Il trattamento dell’osteoartrite inizia con la diagnosi precoce
L’osteoartrite, che colpisce oltre il 25 % della popolazione di età superiore ai 45 anni, è una delle principali cause di dolore e disabilità. Nonostante la sua elevata prevalenza, la diagnosi e il trattamento di questa malattia articolare cronica rimangono complessi. Cosa succederebbe se esistesse un indicatore identificabile ben prima che la malattia progredisca tanto da rendere difficile il trattamento? Secondo il progetto TARGETMENISCUS, finanziato dall’UE, tale indicatore è la degenerazione del menisco del ginocchio. «Il menisco è un tessuto fondamentale per la distribuzione del carico nel ginocchio, la cui degenerazione è uno dei fattori di rischio principali per la futura osteoartrite del ginocchio», spiega il coordinatore del progetto Martin Englund, ricercatore presso l’Università di Lund. Insieme a un’èquipe multidisciplinare di dottorandi, ricercatori post-dottorato e ricercatori senior, Englund sta lavorando per acquisire nuove conoscenze sulla degradazione meniscale nel ginocchio umano e sui processi correlati che spesso precedono l’osteoartrite.
Un importante indicatore di osteoartrite in fase precoce
Al centro di questa ricerca ci sono gli studi proteomici sui menischi umani e sul liquido sinoviale in diversi stadi dell’osteoartrite. Il liquido sinoviale, noto anche come liquido articolare, è una sostanza liquida densa e viscosa che lubrifica e protegge le articolazioni. Il suo contenuto può dunque fungere da importante biomarcatore per l’osteoartrite, in quanto le proteine dei menischi, insieme ad altri prodotti di degradazione del tessuto articolare, finiscono nel liquido sinoviale. Per esaminare questo fluido, i ricercatori del progetto hanno usato la spettrometria di massa, una tecnica analitica che misura il rapporto tra massa e carica degli ioni. «I nostri risultati mostrano schemi specifici nella co-espressione delle proteine, suggerendo che l’interazione tra i macchinari proteici aumenta durante le prime fasi dell’osteoartrite, ma si perde con il progredire della malattia», spiega Englund.
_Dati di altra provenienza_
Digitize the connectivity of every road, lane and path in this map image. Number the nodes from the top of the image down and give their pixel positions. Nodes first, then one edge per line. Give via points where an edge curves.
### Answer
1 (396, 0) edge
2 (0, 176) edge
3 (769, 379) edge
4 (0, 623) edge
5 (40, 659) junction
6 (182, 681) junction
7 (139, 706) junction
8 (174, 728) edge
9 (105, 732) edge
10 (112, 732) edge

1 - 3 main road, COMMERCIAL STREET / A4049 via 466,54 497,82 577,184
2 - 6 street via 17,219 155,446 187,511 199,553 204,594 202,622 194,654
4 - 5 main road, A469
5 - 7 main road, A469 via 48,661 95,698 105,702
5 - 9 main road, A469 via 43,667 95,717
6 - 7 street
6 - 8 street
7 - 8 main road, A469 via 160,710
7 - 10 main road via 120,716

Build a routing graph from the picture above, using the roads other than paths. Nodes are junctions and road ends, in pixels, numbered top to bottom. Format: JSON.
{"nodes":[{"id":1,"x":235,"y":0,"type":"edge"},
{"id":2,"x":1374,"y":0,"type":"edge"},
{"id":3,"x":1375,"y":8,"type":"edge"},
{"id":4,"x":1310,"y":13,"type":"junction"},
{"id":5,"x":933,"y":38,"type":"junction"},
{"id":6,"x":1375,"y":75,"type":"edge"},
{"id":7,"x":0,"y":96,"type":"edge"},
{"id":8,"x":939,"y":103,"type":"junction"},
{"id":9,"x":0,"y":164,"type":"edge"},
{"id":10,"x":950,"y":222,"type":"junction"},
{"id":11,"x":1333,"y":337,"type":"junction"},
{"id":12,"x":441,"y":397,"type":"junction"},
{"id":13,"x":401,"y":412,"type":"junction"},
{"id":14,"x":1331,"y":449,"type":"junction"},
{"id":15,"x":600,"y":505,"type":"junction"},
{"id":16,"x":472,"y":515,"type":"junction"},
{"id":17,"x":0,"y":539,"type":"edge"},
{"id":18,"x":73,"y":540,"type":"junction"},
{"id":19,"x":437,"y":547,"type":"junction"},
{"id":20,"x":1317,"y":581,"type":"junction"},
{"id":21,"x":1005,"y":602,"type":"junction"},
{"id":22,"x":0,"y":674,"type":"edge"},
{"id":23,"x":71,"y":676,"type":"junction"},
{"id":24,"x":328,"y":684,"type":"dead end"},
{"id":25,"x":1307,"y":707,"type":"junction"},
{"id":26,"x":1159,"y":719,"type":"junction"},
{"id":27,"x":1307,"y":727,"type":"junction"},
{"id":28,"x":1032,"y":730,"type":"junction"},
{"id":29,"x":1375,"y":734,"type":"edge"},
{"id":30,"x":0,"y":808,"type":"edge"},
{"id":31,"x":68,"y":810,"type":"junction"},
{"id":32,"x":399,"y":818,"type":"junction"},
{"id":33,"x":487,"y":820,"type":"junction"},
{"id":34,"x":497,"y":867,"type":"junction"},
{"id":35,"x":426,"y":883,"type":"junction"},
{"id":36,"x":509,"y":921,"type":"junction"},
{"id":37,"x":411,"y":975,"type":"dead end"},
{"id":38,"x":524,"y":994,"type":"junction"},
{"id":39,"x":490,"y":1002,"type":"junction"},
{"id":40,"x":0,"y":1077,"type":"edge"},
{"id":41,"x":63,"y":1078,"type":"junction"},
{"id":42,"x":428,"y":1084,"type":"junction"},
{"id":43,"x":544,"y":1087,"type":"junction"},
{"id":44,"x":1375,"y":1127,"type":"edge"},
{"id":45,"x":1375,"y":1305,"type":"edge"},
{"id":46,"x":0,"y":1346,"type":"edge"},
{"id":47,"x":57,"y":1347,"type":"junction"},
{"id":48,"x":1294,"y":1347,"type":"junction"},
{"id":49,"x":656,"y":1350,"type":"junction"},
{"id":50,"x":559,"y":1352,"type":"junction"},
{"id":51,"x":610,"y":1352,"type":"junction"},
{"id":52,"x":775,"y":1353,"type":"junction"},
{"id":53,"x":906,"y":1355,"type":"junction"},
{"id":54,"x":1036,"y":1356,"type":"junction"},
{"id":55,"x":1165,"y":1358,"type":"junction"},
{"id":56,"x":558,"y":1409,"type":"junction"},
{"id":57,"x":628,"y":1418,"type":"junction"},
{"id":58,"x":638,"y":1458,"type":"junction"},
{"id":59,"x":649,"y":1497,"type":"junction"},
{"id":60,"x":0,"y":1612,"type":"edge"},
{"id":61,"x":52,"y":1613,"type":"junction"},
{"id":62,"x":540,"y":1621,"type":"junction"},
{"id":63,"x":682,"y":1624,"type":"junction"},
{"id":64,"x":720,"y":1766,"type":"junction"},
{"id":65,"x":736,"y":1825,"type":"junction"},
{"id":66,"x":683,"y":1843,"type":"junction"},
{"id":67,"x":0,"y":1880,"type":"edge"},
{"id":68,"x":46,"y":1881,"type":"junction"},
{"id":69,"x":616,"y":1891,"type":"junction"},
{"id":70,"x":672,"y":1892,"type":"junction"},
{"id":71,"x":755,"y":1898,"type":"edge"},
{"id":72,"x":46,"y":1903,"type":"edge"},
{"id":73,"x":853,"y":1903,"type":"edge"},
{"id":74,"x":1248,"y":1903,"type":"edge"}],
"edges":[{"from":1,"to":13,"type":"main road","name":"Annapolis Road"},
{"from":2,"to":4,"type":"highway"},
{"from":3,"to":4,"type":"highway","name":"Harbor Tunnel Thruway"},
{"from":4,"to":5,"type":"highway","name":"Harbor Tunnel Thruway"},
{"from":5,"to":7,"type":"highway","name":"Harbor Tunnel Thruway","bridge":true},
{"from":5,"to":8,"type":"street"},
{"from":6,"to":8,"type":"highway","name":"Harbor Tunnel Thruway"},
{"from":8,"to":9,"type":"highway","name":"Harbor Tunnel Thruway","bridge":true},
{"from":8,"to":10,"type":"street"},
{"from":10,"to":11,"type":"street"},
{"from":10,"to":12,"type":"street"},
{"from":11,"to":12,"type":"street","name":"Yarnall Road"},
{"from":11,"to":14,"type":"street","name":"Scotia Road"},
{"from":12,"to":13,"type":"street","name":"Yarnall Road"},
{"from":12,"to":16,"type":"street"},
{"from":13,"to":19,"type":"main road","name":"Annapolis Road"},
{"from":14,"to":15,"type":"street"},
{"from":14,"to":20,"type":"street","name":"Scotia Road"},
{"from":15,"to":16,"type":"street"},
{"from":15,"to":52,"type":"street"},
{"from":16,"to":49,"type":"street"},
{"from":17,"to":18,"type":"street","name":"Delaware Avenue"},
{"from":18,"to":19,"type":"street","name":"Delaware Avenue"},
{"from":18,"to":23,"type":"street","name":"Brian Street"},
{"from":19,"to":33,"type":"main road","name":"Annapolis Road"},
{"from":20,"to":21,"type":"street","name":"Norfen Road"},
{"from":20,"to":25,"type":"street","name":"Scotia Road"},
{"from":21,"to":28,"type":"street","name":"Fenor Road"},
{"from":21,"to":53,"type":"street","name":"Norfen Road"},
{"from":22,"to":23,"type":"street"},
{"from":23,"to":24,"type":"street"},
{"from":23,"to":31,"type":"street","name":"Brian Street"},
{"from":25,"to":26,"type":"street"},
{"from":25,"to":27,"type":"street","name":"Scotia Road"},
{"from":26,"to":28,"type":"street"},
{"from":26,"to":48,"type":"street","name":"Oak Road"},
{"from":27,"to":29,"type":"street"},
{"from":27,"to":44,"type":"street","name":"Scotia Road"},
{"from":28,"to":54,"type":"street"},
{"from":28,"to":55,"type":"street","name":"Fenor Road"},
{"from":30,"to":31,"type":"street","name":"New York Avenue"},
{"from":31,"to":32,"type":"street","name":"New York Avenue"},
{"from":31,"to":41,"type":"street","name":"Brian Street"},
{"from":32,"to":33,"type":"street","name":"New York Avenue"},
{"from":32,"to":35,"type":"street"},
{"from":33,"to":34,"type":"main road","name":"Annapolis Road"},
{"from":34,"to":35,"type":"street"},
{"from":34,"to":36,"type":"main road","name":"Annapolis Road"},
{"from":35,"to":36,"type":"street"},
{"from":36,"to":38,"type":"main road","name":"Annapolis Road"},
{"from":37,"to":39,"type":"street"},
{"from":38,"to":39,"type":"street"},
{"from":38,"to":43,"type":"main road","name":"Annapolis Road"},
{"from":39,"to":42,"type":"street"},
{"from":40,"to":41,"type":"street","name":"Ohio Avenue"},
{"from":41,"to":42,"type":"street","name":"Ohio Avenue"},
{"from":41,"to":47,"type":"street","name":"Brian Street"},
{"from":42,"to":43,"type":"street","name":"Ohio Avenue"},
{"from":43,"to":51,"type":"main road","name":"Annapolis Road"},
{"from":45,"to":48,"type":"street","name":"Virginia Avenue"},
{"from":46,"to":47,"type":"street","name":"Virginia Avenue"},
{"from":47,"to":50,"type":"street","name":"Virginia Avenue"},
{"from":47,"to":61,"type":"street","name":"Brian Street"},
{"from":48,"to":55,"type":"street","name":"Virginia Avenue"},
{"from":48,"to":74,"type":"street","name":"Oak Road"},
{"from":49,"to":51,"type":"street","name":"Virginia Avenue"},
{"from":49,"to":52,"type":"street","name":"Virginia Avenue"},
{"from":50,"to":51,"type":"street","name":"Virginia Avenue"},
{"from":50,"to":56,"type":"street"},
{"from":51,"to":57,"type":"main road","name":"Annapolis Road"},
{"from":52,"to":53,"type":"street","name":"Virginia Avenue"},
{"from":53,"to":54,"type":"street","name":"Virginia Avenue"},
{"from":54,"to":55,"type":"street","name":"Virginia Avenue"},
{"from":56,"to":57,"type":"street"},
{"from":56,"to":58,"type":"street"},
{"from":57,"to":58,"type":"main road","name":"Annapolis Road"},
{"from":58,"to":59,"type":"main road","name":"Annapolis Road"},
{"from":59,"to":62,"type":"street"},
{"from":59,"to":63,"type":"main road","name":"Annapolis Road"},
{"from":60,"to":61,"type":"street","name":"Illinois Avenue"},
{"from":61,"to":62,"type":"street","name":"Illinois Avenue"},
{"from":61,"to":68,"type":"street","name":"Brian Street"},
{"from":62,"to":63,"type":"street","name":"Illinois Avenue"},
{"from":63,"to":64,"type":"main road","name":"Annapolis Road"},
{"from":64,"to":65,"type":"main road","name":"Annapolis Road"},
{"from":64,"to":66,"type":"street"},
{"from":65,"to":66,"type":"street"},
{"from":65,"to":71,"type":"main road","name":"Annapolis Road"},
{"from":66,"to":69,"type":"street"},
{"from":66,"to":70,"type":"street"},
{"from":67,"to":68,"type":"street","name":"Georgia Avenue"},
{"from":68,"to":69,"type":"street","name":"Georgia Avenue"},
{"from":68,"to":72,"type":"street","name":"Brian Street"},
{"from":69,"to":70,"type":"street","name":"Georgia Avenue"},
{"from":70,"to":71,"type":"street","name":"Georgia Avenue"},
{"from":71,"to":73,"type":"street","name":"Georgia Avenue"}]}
Secondo Englund, l’implicazione di questa scoperta è che, per avere successo, i trattamenti dell’osteoartrite dovrebbero iniziare molto prima di quanto si pensasse. Ulteriori dettagli sui risultati del progetto sono stati pubblicati su «Molecular & Cellular Proteomics» e «Osteoarthritis and Cartilage Open»; quest’ultimo è stato vincitore del premio Pubblicazione dell’anno per le scienze di base.
Le sfide della pandemia aprono nuove opportunità per la ricerca sull’osteoartrite
Oltre a lavorare sui menischi e sui fluidi sinoviali sfruttando la spettrometria di massa, il progetto, che ha ricevuto il sostegno del Consiglio europeo della ricerca, ha anche analizzato i menischi del ginocchio umano usando varie tecniche di imaging avanzate. Per la difficoltà di effettuare risonanze magnetiche cliniche del ginocchio dei partecipati allo studio durante la pandemia, il progetto ha condotto esperimenti di imaging su campioni di tessuto umano attraverso la micro-TC e la risonanza magnetica ad altissimo campo. Sebbene non pianificato, il cambiamento ha fornito alcuni risultati importanti. Ad esempio, lavorando in collaborazione con l’Università di Oulu, il gruppo di ricercatori ha scoperto come la rete di collagene del menisco si disorganizzi con il progredire dell’osteoartrite. Inoltre, ha fornito nuovi approfondimenti sulla calcificazione del tessuto meniscale umano, tutti correlati al processo patologico. «Sfruttando biobanche di tessuti umani, metodi proteomici avanzati e tecniche di imaging d’avanguardia, il nostro lavoro continua ad aiutare il settore a comprendere meglio l’evoluzione dell’osteoartrite, che potrebbe portare a nuove strategie di trattamento», conclude Englund. Per aiutare il pubblico a comprendere meglio l’osteoartrite, il progetto ha realizzato il portale dell’artrite.